ATLANTA, GA—While medical students everywhere rejoice over the news that Step 1 of the United States Medical Licensing Examination (USMLE) is moving to a Pass/Fail grading system, residency program directors are devastated. Increasingly reliant on the Step 1 numerical score to “weed out” prospective candidates, program directors are dreading the fact they’ll now have to read the rest of the application too.
“Please tell me this is a sick joke,” said Dr. Rachel Pennington, director of an Atlanta-based hospital’s Internal Medicine residency program. “That Step 1 score used to save me so much time. If your score was really low, I just ignored the rest of the application.
“And if your score was high…well, I still didn’t read it. But, I’d at least invite you for an interview, during which I definitely didn’t listen to you.”

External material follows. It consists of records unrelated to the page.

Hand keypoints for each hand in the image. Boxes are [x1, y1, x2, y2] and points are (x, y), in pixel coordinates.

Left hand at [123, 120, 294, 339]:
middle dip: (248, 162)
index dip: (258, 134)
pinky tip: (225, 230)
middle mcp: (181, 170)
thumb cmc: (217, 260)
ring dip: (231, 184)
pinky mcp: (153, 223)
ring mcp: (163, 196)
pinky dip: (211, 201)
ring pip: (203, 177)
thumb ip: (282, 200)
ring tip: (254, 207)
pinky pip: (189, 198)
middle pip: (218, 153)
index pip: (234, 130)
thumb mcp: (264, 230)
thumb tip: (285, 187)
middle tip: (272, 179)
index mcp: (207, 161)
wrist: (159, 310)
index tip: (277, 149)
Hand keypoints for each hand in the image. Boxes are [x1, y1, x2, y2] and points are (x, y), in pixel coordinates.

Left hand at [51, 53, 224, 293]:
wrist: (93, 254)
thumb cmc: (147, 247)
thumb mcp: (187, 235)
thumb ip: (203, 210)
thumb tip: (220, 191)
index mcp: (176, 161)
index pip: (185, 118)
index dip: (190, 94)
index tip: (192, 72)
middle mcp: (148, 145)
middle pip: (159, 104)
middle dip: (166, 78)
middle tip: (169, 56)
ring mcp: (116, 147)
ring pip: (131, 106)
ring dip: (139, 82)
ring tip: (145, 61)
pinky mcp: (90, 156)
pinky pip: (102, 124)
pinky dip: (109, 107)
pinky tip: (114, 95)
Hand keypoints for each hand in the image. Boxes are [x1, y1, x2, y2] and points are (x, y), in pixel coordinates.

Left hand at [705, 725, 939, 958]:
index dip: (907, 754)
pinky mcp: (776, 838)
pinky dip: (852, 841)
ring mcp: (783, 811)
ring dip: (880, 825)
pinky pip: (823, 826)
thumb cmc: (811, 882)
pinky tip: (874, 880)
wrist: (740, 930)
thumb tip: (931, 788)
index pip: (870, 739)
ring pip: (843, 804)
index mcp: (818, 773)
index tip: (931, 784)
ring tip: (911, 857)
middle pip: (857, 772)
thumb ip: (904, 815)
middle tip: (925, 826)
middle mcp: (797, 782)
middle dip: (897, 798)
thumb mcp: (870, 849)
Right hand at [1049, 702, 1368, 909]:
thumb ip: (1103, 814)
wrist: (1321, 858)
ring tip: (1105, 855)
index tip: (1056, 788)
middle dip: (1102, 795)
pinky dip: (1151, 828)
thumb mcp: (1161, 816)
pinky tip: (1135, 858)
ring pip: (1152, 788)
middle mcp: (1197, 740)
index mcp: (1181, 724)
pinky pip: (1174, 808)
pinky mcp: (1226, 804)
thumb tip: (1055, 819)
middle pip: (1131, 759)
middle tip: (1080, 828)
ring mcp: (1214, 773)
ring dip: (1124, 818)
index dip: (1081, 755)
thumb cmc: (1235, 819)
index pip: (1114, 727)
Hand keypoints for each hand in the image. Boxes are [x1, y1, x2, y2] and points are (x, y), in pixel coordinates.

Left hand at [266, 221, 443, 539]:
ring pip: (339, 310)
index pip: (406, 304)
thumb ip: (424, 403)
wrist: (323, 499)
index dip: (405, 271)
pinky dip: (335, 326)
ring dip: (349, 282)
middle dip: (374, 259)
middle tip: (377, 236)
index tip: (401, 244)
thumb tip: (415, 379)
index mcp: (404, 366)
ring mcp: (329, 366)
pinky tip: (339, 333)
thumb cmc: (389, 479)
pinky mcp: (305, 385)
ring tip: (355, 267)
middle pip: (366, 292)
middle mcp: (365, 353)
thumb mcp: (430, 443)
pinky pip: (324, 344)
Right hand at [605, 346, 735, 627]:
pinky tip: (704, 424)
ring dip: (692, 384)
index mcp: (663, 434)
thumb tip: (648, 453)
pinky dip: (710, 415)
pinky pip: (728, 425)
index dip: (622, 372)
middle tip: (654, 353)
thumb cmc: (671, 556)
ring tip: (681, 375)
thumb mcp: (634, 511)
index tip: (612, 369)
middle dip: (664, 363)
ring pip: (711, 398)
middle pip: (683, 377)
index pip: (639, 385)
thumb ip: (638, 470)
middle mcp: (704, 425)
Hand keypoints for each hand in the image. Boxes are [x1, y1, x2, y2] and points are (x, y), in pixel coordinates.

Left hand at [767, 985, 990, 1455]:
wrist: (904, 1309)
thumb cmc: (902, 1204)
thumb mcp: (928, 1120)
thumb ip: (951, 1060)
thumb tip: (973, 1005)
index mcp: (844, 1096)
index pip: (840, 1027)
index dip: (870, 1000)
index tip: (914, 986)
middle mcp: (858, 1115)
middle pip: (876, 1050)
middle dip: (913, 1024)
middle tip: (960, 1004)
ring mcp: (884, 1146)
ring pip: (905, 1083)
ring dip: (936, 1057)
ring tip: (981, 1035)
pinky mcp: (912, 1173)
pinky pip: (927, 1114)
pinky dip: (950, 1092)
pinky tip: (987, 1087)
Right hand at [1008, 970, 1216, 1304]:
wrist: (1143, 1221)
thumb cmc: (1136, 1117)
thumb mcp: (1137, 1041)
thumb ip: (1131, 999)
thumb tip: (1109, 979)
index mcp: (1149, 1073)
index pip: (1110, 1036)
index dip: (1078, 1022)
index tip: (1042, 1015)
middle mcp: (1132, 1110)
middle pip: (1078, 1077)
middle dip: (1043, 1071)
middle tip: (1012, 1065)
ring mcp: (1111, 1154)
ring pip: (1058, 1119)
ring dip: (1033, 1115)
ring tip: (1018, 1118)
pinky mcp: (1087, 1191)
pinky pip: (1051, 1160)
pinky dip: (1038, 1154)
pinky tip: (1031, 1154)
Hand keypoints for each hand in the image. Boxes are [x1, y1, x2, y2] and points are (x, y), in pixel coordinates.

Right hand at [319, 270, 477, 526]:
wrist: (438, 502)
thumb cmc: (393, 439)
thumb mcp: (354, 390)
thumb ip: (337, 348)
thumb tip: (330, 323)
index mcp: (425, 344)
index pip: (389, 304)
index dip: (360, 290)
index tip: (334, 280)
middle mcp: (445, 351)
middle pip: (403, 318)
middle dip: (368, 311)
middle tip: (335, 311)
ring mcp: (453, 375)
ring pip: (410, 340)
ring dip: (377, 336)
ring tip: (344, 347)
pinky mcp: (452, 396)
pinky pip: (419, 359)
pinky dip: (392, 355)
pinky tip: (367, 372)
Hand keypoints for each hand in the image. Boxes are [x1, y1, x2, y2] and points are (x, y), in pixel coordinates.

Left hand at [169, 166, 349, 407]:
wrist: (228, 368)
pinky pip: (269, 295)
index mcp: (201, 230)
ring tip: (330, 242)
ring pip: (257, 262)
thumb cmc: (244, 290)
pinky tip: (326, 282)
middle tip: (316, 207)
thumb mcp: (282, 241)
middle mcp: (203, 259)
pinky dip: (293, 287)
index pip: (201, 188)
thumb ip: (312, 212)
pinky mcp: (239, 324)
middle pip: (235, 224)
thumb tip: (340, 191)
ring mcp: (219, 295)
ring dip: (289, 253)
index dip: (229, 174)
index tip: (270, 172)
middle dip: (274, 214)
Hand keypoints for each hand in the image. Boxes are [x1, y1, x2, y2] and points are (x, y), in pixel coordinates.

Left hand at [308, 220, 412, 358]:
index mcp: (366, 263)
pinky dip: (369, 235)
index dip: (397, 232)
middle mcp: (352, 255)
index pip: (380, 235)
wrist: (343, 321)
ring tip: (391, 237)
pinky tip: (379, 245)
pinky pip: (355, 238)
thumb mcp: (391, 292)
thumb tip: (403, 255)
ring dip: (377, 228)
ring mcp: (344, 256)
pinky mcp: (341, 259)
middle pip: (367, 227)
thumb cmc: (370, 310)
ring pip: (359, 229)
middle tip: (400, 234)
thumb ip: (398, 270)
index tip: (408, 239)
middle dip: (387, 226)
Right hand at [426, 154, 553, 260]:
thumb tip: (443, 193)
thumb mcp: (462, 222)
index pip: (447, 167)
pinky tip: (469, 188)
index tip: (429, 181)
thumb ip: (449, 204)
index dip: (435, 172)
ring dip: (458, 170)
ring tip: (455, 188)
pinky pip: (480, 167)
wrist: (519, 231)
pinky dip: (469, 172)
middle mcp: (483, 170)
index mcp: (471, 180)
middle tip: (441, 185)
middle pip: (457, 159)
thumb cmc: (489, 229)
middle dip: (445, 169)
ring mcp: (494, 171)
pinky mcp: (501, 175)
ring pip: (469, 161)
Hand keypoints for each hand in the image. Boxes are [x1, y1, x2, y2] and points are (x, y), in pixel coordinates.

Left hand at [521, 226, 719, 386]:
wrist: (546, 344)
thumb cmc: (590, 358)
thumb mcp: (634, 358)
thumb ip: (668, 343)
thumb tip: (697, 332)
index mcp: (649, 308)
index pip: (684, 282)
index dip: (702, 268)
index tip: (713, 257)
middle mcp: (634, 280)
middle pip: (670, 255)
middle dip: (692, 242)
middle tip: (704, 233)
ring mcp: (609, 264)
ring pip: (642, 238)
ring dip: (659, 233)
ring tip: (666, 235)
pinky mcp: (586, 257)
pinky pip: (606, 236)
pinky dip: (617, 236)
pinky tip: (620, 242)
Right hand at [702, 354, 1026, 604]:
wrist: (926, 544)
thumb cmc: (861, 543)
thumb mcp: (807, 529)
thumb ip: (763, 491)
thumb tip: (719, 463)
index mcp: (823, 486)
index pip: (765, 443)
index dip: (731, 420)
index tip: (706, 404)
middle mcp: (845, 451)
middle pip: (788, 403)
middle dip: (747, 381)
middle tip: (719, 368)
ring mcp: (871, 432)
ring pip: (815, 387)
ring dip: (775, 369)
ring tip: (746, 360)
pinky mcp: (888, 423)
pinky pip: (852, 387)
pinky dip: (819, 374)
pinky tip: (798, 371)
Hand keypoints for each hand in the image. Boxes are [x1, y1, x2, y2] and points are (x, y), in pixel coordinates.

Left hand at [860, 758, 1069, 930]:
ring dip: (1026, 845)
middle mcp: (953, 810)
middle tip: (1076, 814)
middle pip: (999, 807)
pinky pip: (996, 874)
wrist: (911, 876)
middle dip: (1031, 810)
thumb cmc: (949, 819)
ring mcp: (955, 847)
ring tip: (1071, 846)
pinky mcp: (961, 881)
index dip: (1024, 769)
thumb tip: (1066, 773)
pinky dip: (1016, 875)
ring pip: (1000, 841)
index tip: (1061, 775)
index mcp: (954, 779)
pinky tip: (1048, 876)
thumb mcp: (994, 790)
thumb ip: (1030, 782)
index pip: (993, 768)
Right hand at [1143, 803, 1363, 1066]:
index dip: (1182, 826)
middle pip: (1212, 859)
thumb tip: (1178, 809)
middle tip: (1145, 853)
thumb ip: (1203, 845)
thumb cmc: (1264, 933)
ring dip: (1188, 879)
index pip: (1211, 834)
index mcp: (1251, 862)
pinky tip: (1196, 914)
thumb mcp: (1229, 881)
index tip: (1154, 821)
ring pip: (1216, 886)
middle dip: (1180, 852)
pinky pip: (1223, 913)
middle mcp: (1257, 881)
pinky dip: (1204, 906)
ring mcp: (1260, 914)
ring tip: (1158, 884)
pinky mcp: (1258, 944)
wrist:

Sources tell us that most program directors don’t even see residency candidates as real people. “They’re just a number to me—a walking, talking USMLE numerical score,” said Hugh Esemele, another program director. “But before you rip us for that, just remember that these people are about to become medical residents, and no one treats residents as real people. We’re simply preparing them for that inescapable reality.”
However, program directors will now need to consider the whole application. They may even have to—gulp—read personal statements again. “I haven’t read an applicant’s essay in 15 years,” said Dr. Pennington, who’s been a program director for 15 years and a day. “I don’t think I can handle reading those again. I don’t really care why you wanna help people (boring!), or how you wanted to be a hospitalist since you were in diapers (lying!), or which of your dead relatives inspired you the most (just kill me now).”
To address this developing crisis, the despondent residency program directors of America held an emergency meeting earlier this morning. After condemning the USMLE scoring change, they ultimately conceded defeat and reluctantly acknowledged that they’ll now have to read entire applications and engage in meaningful conversations with candidates.
That is, until Dr. Esemele noticed something interesting about the application. “OMG, you guys, I’ve never noticed this before because I’ve never looked beyond the Step 1 score, but there’s a Step 2! Who knew?! And it’s still a numerical score!”
“Hallelujah!” replied the other directors in unison as they all tossed their piles of personal statements into the fireplace and popped open a bottle of champagne.